**Work instruction**:
Lines in which "view" appears should be pulled from the data below.

**Material supplied**:

************

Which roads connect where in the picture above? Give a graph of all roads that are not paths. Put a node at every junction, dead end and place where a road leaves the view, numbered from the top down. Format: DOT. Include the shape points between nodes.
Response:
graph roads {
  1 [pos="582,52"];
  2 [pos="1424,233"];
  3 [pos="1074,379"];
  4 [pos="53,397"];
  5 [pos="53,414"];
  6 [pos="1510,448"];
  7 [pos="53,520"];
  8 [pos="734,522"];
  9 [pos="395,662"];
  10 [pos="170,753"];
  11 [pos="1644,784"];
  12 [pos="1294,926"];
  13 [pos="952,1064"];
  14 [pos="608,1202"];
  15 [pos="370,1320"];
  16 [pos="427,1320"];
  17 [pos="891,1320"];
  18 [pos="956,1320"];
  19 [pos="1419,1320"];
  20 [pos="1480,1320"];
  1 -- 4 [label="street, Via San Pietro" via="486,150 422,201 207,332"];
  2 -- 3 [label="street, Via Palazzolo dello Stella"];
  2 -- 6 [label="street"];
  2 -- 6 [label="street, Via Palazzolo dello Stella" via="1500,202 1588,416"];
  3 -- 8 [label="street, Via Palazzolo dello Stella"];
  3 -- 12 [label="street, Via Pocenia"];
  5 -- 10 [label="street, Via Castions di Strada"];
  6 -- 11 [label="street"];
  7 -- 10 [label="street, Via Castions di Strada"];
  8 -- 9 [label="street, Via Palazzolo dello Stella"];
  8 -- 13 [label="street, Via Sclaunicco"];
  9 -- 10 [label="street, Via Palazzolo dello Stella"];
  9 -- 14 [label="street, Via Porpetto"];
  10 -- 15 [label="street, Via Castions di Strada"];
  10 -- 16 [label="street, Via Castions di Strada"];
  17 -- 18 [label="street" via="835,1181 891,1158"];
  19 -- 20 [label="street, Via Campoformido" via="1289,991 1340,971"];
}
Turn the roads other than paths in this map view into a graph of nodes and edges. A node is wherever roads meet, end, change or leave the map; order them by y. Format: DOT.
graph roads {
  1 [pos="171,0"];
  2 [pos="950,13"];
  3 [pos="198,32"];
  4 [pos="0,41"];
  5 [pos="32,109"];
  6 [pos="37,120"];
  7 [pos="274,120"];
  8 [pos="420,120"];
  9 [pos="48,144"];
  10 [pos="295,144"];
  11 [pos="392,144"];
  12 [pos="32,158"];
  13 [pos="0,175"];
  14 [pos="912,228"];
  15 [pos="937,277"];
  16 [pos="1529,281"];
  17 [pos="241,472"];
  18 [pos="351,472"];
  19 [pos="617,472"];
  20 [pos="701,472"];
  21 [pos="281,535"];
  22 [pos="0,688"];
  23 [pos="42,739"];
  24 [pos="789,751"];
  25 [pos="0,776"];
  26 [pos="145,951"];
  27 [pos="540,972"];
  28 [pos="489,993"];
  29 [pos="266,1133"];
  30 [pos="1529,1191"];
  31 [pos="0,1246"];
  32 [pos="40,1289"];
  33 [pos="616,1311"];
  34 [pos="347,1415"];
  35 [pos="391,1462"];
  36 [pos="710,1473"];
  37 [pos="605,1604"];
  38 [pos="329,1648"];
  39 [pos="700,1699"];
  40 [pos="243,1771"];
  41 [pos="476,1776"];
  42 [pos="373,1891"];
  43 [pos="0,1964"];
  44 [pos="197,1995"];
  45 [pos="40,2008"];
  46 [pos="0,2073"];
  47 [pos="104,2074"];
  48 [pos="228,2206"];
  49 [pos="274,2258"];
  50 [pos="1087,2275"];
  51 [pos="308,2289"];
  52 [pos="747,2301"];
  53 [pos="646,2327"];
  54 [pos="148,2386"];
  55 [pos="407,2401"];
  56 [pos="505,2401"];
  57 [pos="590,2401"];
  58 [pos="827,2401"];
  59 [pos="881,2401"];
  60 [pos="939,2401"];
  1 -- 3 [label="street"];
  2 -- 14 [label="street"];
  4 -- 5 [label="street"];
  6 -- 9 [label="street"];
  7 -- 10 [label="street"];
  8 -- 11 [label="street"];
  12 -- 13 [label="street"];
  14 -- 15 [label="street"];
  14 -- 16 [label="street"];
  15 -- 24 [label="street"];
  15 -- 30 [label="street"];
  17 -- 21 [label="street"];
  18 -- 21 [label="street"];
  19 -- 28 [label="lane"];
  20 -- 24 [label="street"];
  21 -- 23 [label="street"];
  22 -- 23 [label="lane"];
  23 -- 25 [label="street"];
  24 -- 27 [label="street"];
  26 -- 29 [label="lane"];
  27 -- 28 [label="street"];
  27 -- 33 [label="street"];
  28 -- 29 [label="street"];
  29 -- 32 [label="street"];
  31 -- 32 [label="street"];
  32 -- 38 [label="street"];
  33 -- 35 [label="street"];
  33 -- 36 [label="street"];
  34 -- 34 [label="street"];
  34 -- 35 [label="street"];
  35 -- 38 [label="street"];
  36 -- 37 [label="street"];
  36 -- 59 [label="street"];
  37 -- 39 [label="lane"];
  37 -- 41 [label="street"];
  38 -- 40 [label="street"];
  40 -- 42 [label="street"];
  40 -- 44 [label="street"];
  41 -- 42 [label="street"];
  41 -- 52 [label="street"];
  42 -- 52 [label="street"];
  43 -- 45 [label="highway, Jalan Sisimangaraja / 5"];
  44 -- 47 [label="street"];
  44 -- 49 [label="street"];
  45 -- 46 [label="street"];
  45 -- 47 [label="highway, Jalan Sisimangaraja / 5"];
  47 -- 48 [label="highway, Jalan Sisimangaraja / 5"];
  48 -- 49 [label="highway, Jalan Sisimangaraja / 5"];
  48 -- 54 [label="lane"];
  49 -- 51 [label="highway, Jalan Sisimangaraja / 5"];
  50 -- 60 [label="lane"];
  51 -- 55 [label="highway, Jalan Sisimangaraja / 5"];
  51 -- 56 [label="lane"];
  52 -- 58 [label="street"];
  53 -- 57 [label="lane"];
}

************

**Answer to this problem**:
Which roads connect where in the picture above? Give a graph of all roads that are not paths. Put a node at every junction, dead end and place where a road leaves the view, numbered from the top down. Format: DOT. Include the shape points between nodes.
Turn the roads other than paths in this map view into a graph of nodes and edges. A node is wherever roads meet, end, change or leave the map; order them by y. Format: DOT.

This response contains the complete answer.